Why Tiny Microbes Mean Big Things for Farming

On a frigid day last February, Maren Friesen drove eight hours across snow-covered plains to Centralia, Pennsylvania. A fire ignited a seam of coal below the town in 1962, and more than 50 years later it's still smoldering away underground. The place is a steaming wasteland—one that may hold a key to feeding the world. Share

Friesen, a microbiologist, is on a hunt for a microbe thought to live in these strange, hot soils. The humble bacterium has an unusual ability that may help farmers grow more crops.

More than a decade ago, German scientists described the elusive bacterium, known as Streptomyces thermoautotrophicus, which has a special knack for converting nitrogen from the air to a form that plants can use—even in the presence of oxygen, which normally poisons the bacterial enzyme that pumps out nitrogen. The process is called "fixing" nitrogen.

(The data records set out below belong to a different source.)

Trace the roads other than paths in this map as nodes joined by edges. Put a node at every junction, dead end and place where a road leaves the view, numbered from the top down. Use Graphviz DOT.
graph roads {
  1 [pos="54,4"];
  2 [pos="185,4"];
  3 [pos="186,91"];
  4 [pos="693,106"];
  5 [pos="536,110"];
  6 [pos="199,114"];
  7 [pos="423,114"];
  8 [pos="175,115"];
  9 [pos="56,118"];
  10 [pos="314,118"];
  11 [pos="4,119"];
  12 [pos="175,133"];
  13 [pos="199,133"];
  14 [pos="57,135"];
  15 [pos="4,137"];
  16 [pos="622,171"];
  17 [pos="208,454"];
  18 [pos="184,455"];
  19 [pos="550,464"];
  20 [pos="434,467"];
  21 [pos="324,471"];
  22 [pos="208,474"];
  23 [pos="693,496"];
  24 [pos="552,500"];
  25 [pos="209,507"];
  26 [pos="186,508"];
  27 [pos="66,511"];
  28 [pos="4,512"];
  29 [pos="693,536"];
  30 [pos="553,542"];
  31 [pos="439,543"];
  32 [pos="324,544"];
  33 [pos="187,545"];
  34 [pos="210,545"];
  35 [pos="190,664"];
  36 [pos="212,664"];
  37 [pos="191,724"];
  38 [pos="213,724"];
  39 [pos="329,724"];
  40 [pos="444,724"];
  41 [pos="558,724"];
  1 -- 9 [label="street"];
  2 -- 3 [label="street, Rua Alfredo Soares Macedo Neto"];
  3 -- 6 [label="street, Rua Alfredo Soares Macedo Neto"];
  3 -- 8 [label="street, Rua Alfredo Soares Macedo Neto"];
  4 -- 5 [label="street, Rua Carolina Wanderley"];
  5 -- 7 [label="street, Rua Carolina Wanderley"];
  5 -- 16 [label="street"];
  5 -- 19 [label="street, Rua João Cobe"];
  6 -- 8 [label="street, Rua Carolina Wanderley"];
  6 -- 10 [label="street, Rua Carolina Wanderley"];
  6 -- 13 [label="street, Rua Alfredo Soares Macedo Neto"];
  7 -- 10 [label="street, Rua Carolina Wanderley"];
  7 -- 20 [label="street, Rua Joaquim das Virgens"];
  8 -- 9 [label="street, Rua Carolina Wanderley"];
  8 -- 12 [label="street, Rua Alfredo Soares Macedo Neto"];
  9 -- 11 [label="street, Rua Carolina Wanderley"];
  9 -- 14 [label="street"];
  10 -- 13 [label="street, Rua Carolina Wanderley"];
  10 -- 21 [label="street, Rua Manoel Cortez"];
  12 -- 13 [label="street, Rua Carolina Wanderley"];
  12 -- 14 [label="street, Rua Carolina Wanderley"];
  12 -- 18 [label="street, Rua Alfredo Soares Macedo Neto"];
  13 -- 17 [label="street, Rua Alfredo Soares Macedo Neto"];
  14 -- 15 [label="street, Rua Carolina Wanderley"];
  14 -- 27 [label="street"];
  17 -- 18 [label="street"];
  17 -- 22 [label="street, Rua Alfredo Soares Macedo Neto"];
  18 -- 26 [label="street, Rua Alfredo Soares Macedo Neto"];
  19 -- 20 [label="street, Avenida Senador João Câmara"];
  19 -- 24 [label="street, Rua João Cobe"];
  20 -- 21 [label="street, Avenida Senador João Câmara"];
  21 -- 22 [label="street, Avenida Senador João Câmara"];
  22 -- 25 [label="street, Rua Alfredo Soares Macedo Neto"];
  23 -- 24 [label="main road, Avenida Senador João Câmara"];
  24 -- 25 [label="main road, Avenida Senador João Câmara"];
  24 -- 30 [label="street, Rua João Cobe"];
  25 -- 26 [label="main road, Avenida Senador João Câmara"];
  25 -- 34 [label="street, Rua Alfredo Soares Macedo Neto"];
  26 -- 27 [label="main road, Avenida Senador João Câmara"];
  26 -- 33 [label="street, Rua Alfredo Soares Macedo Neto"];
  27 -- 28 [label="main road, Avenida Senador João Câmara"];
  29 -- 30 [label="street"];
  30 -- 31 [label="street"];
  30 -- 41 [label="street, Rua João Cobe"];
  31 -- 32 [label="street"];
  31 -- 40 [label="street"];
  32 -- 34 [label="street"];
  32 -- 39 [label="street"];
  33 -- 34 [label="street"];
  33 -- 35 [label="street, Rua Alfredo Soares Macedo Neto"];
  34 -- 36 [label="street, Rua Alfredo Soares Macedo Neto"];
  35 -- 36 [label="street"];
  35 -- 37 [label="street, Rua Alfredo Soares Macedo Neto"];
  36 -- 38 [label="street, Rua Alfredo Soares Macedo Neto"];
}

But after the initial finding about the bacterium, it apparently went missing. If it can be found again, and its abilities engineered into plants that normally can't fix nitrogen, farmers could grow more crops using less fertilizer.

And this bacterium is just one of many that could change farming. Among the millions of microorganisms right under our feet could lie many untapped tools for improving agriculture. These microbes are already making soils fertile and helping plants grow, and scientists hope to employ them, or at least borrow their skills, to boost crop yields.

Now, both university researchers and major agricultural companies are looking for new ways to use soil bacteria. Some hope to genetically engineer plants with microbial genes or to breed plants that better interact with beneficial soil microbes, and thus change the makeup of microbial communities to spur plant growth. Startups and established companies are racing to market microbial cocktails and so-called biologicals to do just this.

Friesen admits that the idea of engineering plants with bacterial skills sounds bold—both speculative and spectacular. That was the point. The first green revolution, which started in the 1950s, had nearly doubled yields.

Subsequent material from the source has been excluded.